Quarzarenite: Überprüfung und Interpretation

Quarzarenite (Orthoquartzite) sind außergewöhnliche Sande (Pettijohn et al., 1972), die in der Vergangenheit ausgedehnte und häufig dicke Formationen gebildet haben. Sie sind insofern etwas rätselhaft, als sie sich derzeit nicht zu bilden scheinen. Dieses Papier untersucht den Ursprung von quarzreichen Sanden, dokumentiert die Bandbreite der Umgebungen, in denen sie vorkommen, und schlägt ein Modell für ihre Entstehung vor.
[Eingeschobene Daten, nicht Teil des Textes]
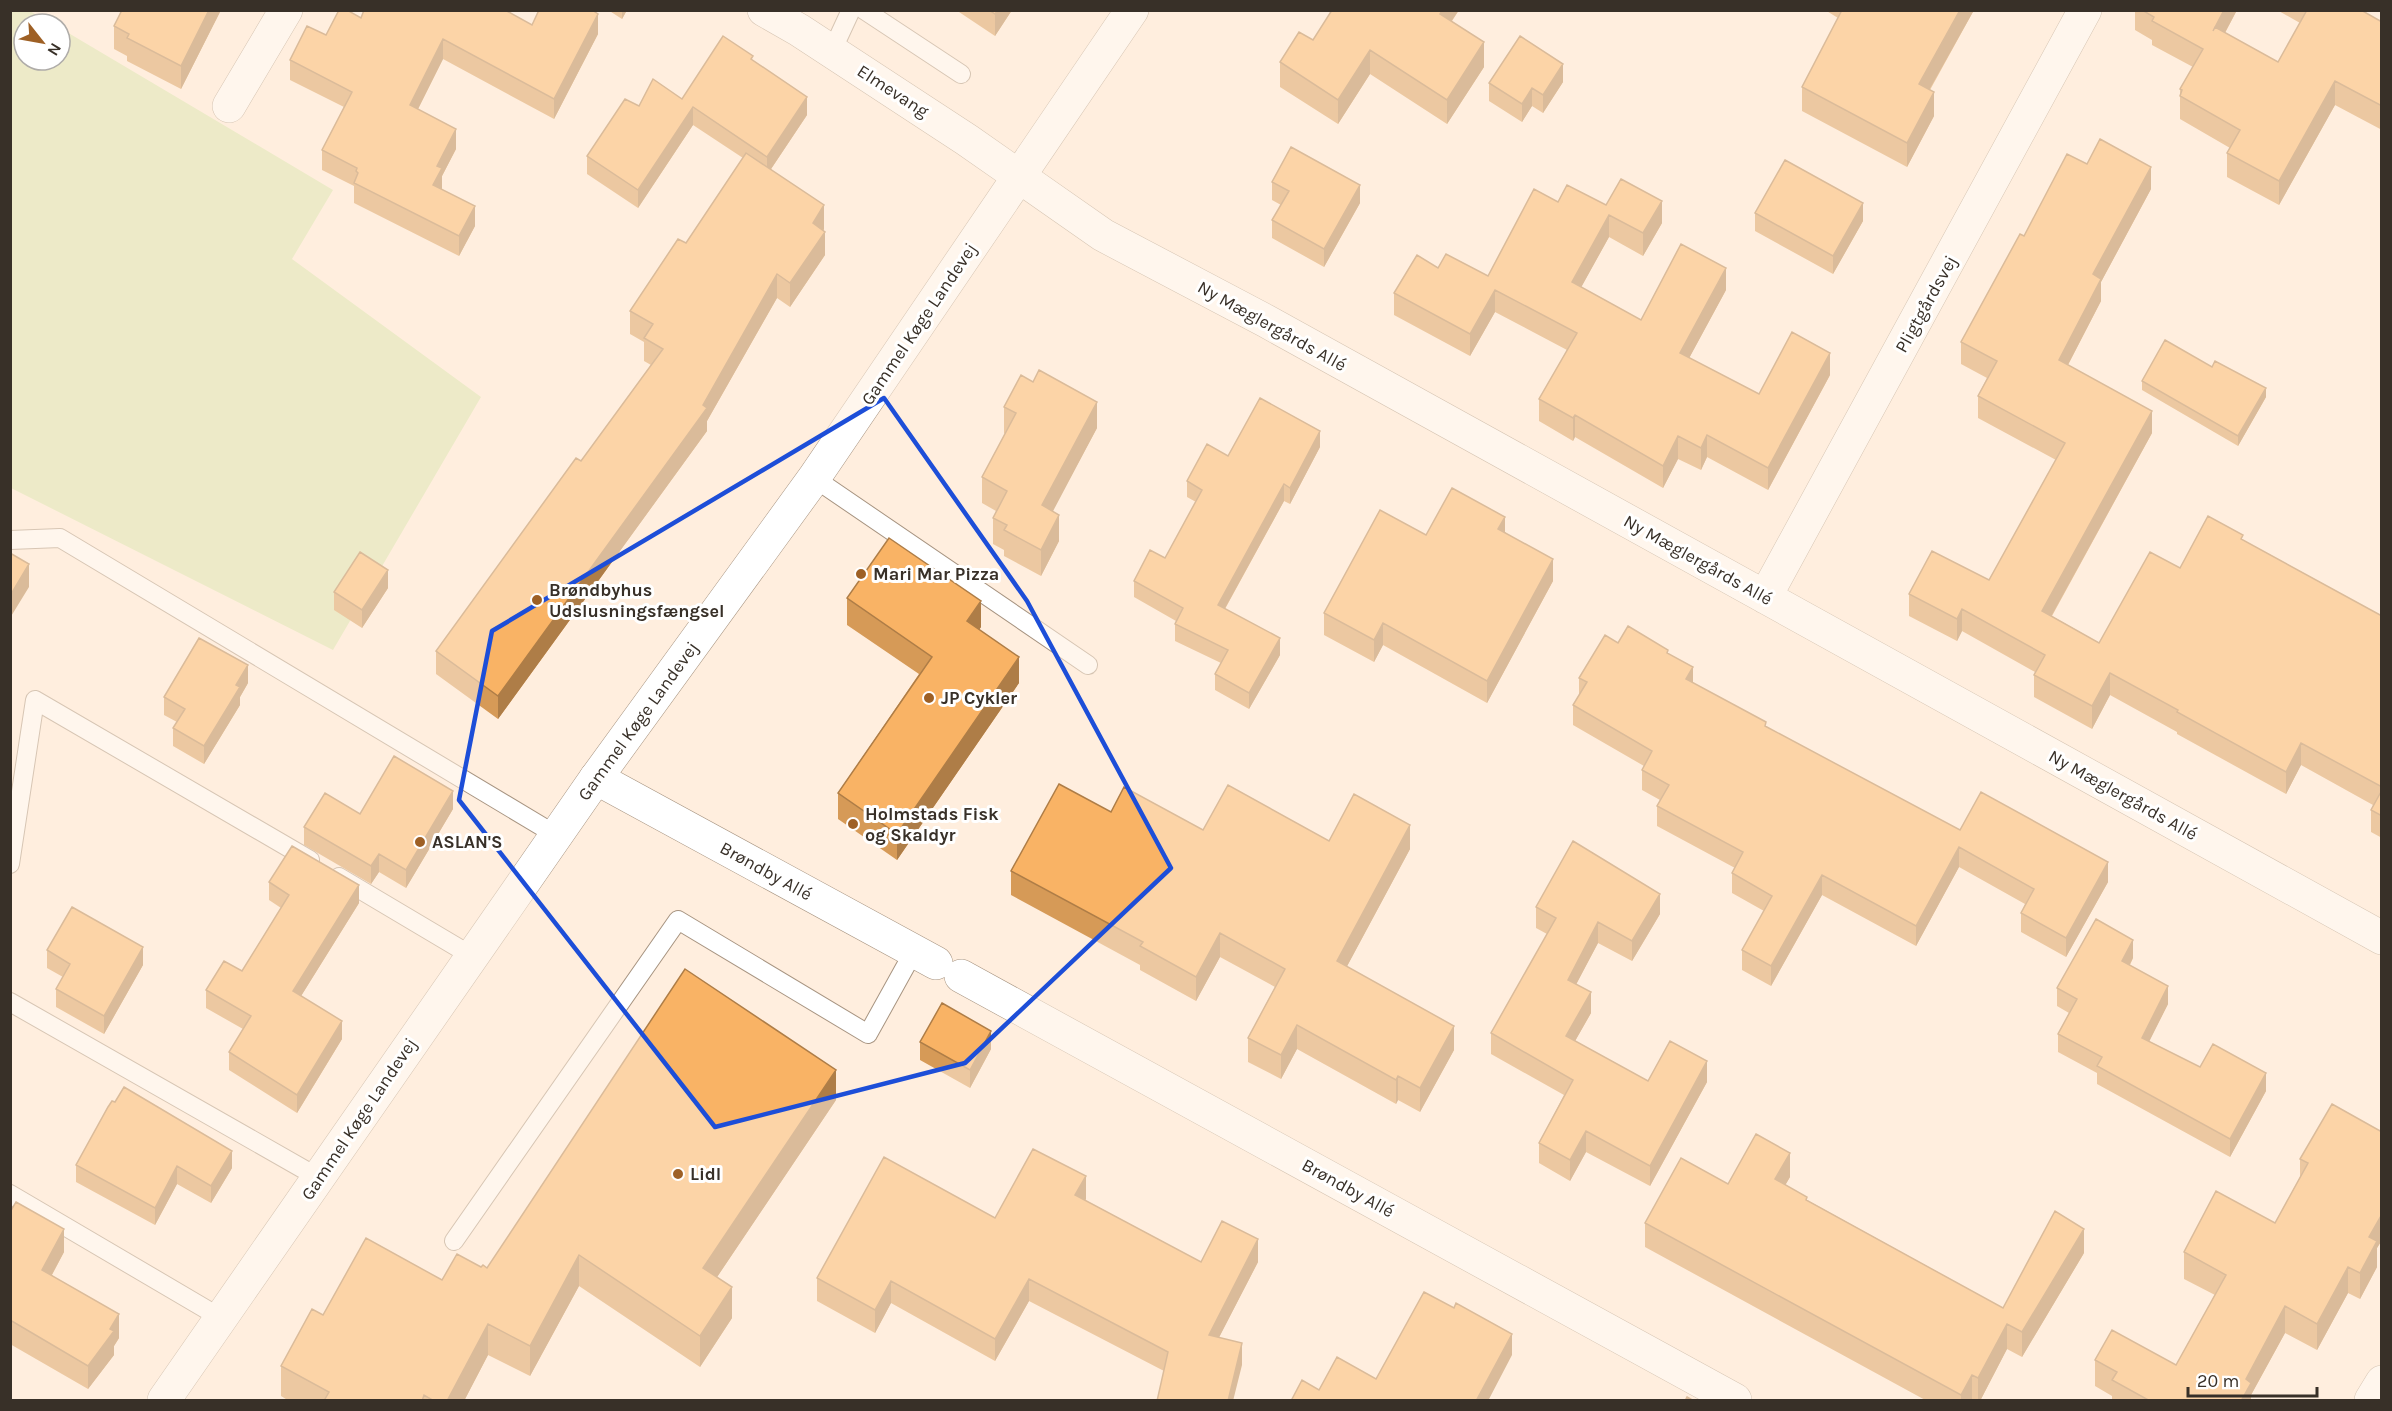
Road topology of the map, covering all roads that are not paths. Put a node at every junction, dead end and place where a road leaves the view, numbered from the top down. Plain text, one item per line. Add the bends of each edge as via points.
1 (286, 10) edge
2 (764, 10) edge
3 (851, 10) edge
4 (864, 10) edge
5 (1132, 10) edge
6 (2085, 10) edge
7 (832, 51) junction
8 (961, 74) dead end
9 (229, 106) dead end
10 (1019, 176) junction
11 (814, 478) junction
12 (10, 540) edge
13 (1765, 597) junction
14 (1088, 665) dead end
15 (596, 778) junction
16 (556, 835) junction
17 (10, 864) edge
18 (2382, 938) edge
19 (472, 956) junction
20 (937, 963) junction
21 (10, 1002) edge
22 (319, 1178) junction
23 (10, 1194) edge
24 (454, 1241) dead end
25 (221, 1318) junction
26 (2382, 1382) edge
27 (164, 1401) edge
28 (1735, 1401) edge
29 (2371, 1401) edge

1 - 9 street
2 - 7 street, Elmevang
3 - 7 lane
4 - 8 lane
5 - 10 street, Gammel Køge Landevej
6 - 13 street, Pligtgårdsvej
7 - 10 street, Elmevang
10 - 11 street, Gammel Køge Landevej
10 - 13 street, Ny Mæglergårds Allé via 1103,235
11 - 14 lane
11 - 15 street, Gammel Køge Landevej
12 - 16 lane via 60,538
13 - 18 street, Ny Mæglergårds Allé
15 - 16 street, Gammel Køge Landevej
15 - 20 street, Brøndby Allé
16 - 19 street, Gammel Køge Landevej
17 - 19 lane via 35,700
19 - 22 street, Gammel Køge Landevej
20 - 24 lane via 868,1034 678,920
20 - 28 street, Brøndby Allé
21 - 22 lane
22 - 25 street, Gammel Køge Landevej
23 - 25 lane
25 - 27 street, Gammel Køge Landevej
26 - 29 street

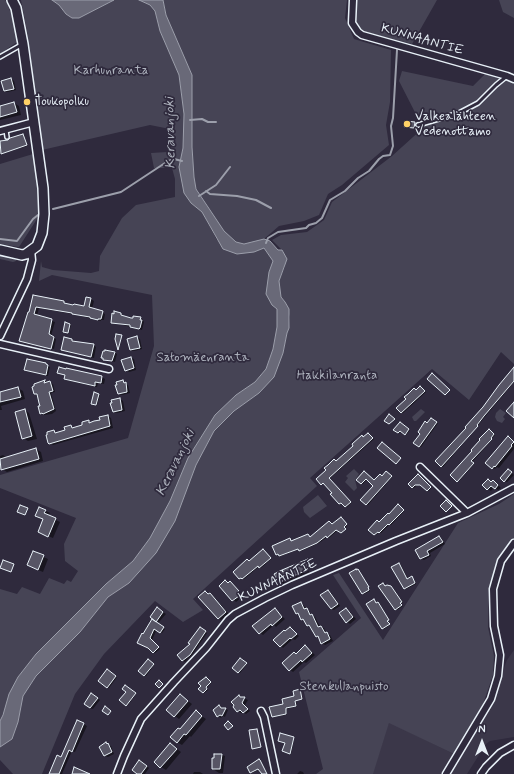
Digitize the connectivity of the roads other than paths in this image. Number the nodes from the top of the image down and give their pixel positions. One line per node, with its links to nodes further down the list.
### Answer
1 (12, 0): 3 (street)
2 (353, 0): 5 (street, KUNNAANTIE)
3 (23, 44): 4 (lane); 7 (street)
4 (0, 57)
5 (507, 76): 6 (street, KUNNAANTIE); 8 (lane)
6 (514, 79)
7 (34, 122): 9 (street); 12 (street)
8 (418, 125)
9 (3, 130): 10 (lane)
10 (7, 136)
11 (0, 250): 12 (street)
12 (31, 250): 13 (street)
13 (0, 336)
14 (0, 344): 15 (street)
15 (109, 369)
16 (420, 467): 18 (street)
17 (514, 488): 18 (street, KUNNAANTIE)
18 (467, 513): 22 (street, KUNNAANTIE)
19 (514, 543): 24 (street)
20 (261, 711): 23 (street)
21 (514, 745): 25 (street)
22 (117, 774)
23 (276, 774)
24 (446, 774)
25 (481, 774)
Quarzsand wird am häufigsten durch tropische Verwitterung von grobkörnigen quarzhaltigen Gesteinen wie Granit gebildet. Es kann als strukturell unreife Flusssandsteine abgelagert werden, im Allgemeinen unter einem feuchten Klima. Mit dem Austrocknen des Klimas können quarzreiche bauxitische Böden und sandiges Alluvium eine wesentliche Quelle für schlecht abgerundeten Dünensand für große Wüsten sein. Quarzsand wird, wenn er in flache Meeresumgebungen transportiert wird, durch Nachbearbeitung durch Gezeitenströmungen sehr gut abgerundet. Solcher Sand kann in tiefe ozeanische Umgebungen gelangen und durch sedimentären oder tektonischen Transport sowohl in stabilen als auch in aktiven tektonischen Umgebungen zur Ruhe kommen. Quarzreiche Sandsteine können auch durch diagenetische Zerstörung labiler Gerüstkörner unreifer Sandsteine gebildet werden.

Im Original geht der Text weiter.